Portrait en pied du père

Je vois trop peu mon père, qui après plus de soixante ans de vie à Paris, a décidé de s’exiler une partie de l’année à Nice, l’autre à Marrakech. Nous nous appelons rarement et je gagerai volontiers que, si je ne prenais l’initiative des échanges téléphoniques que nous avons, hormis peut-être celui à l’occasion de mon anniversaire, nous pourrions passer 364 jours sans nous parler. Je n’ai jamais tenté l’expérience, je préfère ne la faire qu’en pensée.

Je viens de passer trois jours à Nice avec lui, la dernière fois remonte à juillet 2018. Il y a six ans qu’il n’est venu à Lyon. Pendant les fêtes de fin d’année, il voyage. On a parlé de se voir plus fréquemment qu’une fois tous les deux ans, mais je me suis senti un peu seul lorsque je formulai ce vœu. Au fond, j’ai peu de chose à ajouter à ce que j’écrivais il y a près de huit ans. Peu de chose… je m’explique toujours mal cette situation, je ne la comprends pas, elle me fait parfois rager. Je suis certes peu à l’aise au téléphone, il l’est encore moins. Je ne sais comment, il parvient à écourter nos rares discussions. Papa, on se parle si peu. On aime tous les deux l’architecture, les beaux-arts, les voyages, le patrimoine, que sais-je enfin. Je bavasserais des heures avec ma mère sur les mêmes sujets. Tu pourrais te laisser aller autant que j’essaie de le faire.

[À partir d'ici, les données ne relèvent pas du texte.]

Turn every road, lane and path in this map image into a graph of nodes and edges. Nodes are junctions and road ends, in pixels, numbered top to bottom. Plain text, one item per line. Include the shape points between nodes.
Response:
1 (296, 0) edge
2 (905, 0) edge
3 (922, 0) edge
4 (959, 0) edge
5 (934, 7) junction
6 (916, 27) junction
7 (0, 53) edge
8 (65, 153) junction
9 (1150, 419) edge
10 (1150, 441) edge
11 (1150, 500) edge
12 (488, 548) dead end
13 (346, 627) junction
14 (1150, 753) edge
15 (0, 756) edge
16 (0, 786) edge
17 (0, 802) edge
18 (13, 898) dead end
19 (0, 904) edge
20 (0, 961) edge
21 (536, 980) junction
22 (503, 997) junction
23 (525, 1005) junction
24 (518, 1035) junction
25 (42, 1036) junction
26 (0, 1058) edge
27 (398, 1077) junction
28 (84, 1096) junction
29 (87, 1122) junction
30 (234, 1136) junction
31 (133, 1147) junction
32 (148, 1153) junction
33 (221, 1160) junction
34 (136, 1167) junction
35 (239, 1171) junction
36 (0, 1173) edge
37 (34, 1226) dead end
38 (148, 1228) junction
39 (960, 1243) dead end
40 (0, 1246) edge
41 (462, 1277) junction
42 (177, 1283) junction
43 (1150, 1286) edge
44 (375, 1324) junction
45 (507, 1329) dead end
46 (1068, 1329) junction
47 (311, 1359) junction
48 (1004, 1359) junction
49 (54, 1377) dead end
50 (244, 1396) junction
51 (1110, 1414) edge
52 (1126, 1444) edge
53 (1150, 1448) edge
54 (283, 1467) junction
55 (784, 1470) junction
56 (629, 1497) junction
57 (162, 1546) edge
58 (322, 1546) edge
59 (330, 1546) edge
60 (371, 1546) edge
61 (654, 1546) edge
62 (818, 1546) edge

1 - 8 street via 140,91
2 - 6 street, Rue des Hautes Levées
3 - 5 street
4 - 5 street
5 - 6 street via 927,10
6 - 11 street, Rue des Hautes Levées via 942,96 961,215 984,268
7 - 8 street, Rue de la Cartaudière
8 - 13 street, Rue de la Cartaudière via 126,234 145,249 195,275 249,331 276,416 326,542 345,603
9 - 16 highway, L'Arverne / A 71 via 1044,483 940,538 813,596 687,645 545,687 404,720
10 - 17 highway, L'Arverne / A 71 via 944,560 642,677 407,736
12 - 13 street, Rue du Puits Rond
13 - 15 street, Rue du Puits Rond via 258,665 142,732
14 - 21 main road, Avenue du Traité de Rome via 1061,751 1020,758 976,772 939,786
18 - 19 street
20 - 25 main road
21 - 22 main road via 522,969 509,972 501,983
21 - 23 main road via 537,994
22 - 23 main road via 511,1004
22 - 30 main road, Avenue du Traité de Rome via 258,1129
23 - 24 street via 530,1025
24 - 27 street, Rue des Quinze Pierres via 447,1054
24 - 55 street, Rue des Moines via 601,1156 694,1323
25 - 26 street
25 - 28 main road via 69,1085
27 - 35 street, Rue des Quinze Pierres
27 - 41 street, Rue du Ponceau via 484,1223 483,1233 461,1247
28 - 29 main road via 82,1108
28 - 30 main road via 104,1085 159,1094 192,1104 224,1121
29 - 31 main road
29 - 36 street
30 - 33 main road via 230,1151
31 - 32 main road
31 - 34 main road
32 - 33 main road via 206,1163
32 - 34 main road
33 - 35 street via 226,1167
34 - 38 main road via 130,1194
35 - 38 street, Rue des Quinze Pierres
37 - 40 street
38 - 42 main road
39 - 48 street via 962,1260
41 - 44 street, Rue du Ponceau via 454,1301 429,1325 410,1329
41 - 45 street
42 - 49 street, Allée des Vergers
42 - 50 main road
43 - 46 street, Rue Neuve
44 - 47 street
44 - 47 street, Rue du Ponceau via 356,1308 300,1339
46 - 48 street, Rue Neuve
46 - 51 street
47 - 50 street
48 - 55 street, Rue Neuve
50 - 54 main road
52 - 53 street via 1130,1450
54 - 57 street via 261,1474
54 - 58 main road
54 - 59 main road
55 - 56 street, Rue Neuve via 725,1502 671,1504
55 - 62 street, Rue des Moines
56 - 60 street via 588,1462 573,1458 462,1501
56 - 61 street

Samedi puis dimanche en fin de journée, nous avons passé un bon moment ensemble à la piscine de la résidence qu’il habite avec ma belle-mère. Je l’ai regardé un instant, lui en maillot de bain, sous la douche. Il est encore bel homme malgré ses soixante-cinq ans, musclé, malgré les longues journées et la fatigue qui ont irrémédiablement accentué les traits son visage, malgré ce ventre qui n’en finit pas de s’arrondir sous l’action conjuguée de la bière, de la chère et du vin, malgré la toux de fumeur qui tord périodiquement le haut de son torse. Il a peu perdu de sa haute taille ; il a gardé la prestance naturelle qu’il avait lorsque j’étais petit garçon, qui lui permettait de porter le costume mieux que personne. Nous avons aussi en partage, déjà !, cet argenté qui a certes chez lui plus massivement que chez moi conquis la chevelure, et ces avancées de la calvicie de part et d’autre du sommet du crâne. J’ai observé attentivement ce physique qui sera le mien dans une petite trentaine d’années, selon toute vraisemblance. J’ai essayé d’emmagasiner dans ma mémoire autant de détails que possible de son apparence, comme pour aider avec la voix, le parfum, les moments passés ensemble, à mieux fixer le souvenir de mon père, que je vois trop peu.